WHAT YOU WILL DO: Read the records below and copy each line that contains "Cafeier".

Data entries
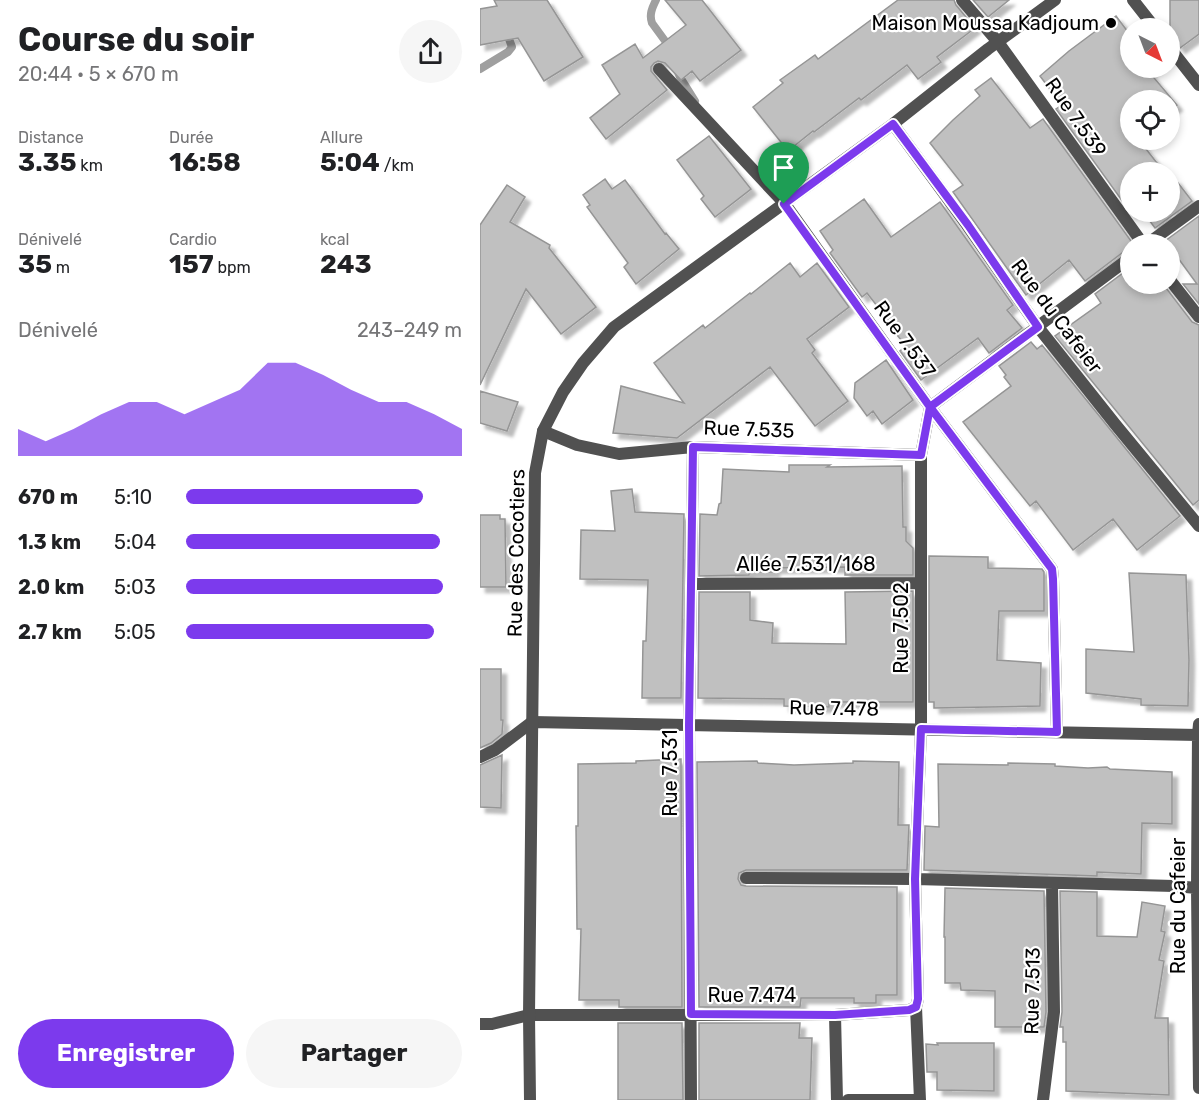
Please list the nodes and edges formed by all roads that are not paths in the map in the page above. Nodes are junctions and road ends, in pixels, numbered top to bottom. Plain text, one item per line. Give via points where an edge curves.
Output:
1 (962, 0) edge
2 (1054, 0) edge
3 (1133, 0) edge
4 (1147, 18) edge
5 (998, 42) junction
6 (1180, 61) edge
7 (659, 69) dead end
8 (1199, 85) edge
9 (893, 124) junction
10 (784, 204) junction
11 (1199, 206) edge
12 (1136, 234) edge
13 (1161, 234) edge
14 (1120, 265) edge
15 (1180, 293) edge
16 (1199, 317) edge
17 (1038, 327) junction
18 (930, 407) junction
19 (543, 431) junction
20 (693, 447) junction
21 (921, 455) junction
22 (1199, 526) edge
23 (921, 583) junction
24 (691, 584) junction
25 (532, 722) junction
26 (689, 725) junction
27 (921, 729) junction
28 (1198, 729) edge
29 (1057, 732) junction
30 (480, 757) edge
31 (747, 878) dead end
32 (915, 879) junction
33 (1052, 883) junction
34 (1197, 888) junction
35 (916, 1007) junction
36 (691, 1014) junction
37 (529, 1015) junction
38 (835, 1015) junction
39 (480, 1024) edge
40 (1199, 1088) edge
41 (530, 1100) edge
42 (691, 1100) edge
43 (837, 1100) edge
44 (848, 1100) edge
45 (920, 1100) edge
46 (1043, 1100) edge

1 - 5 street, Rue 7.539
2 - 5 street, Rue des Cocotiers
3 - 4 street
5 - 9 street, Rue des Cocotiers
5 - 12 street, Rue 7.539
6 - 8 street
7 - 10 street, Rue 7.537
9 - 10 street, Rue des Cocotiers
9 - 17 street, Rue du Cafeier
10 - 18 street, Rue 7.537
10 - 19 street, Rue des Cocotiers via 614,327 563,392
11 - 13 street
14 - 17 street
15 - 16 street
17 - 18 street
17 - 22 street, Rue du Cafeier
18 - 21 street, Rue 7.502
18 - 29 street, Rue 7.537 via 1052,569
19 - 20 street, Rue 7.535 via 578,445 619,453
19 - 25 street, Rue des Cocotiers via 535,473
20 - 21 street, Rue 7.535
20 - 24 street, Rue 7.531
21 - 23 street, Rue 7.502
23 - 24 street, Allée 7.531/168
23 - 27 street, Rue 7.502
24 - 26 street, Rue 7.531
25 - 26 street, Rue 7.478
25 - 30 street
25 - 37 street, Rue des Cocotiers
26 - 27 street, Rue 7.478
26 - 36 street, Rue 7.531
27 - 29 street, Rue 7.478
27 - 32 street, Rue 7.502
28 - 29 street, Rue 7.478
28 - 34 street, Rue du Cafeier
31 - 32 street
32 - 33 street
32 - 35 street, Rue 7.502
33 - 34 street
33 - 46 street, Rue 7.513 via 1054,1012
34 - 40 street, Rue du Cafeier
35 - 38 street, Rue 7.474
35 - 45 street, Rue 7.502
36 - 37 street, Rue 7.474
36 - 38 street, Rue 7.474
36 - 42 street, Rue 7.531
37 - 39 street, Rue 7.474
37 - 41 street, Rue des Cocotiers
38 - 43 street
44 - 45 street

ANSWER AREA:
9 - 17 street, Rue du Cafeier
17 - 22 street, Rue du Cafeier
28 - 34 street, Rue du Cafeier
34 - 40 street, Rue du Cafeier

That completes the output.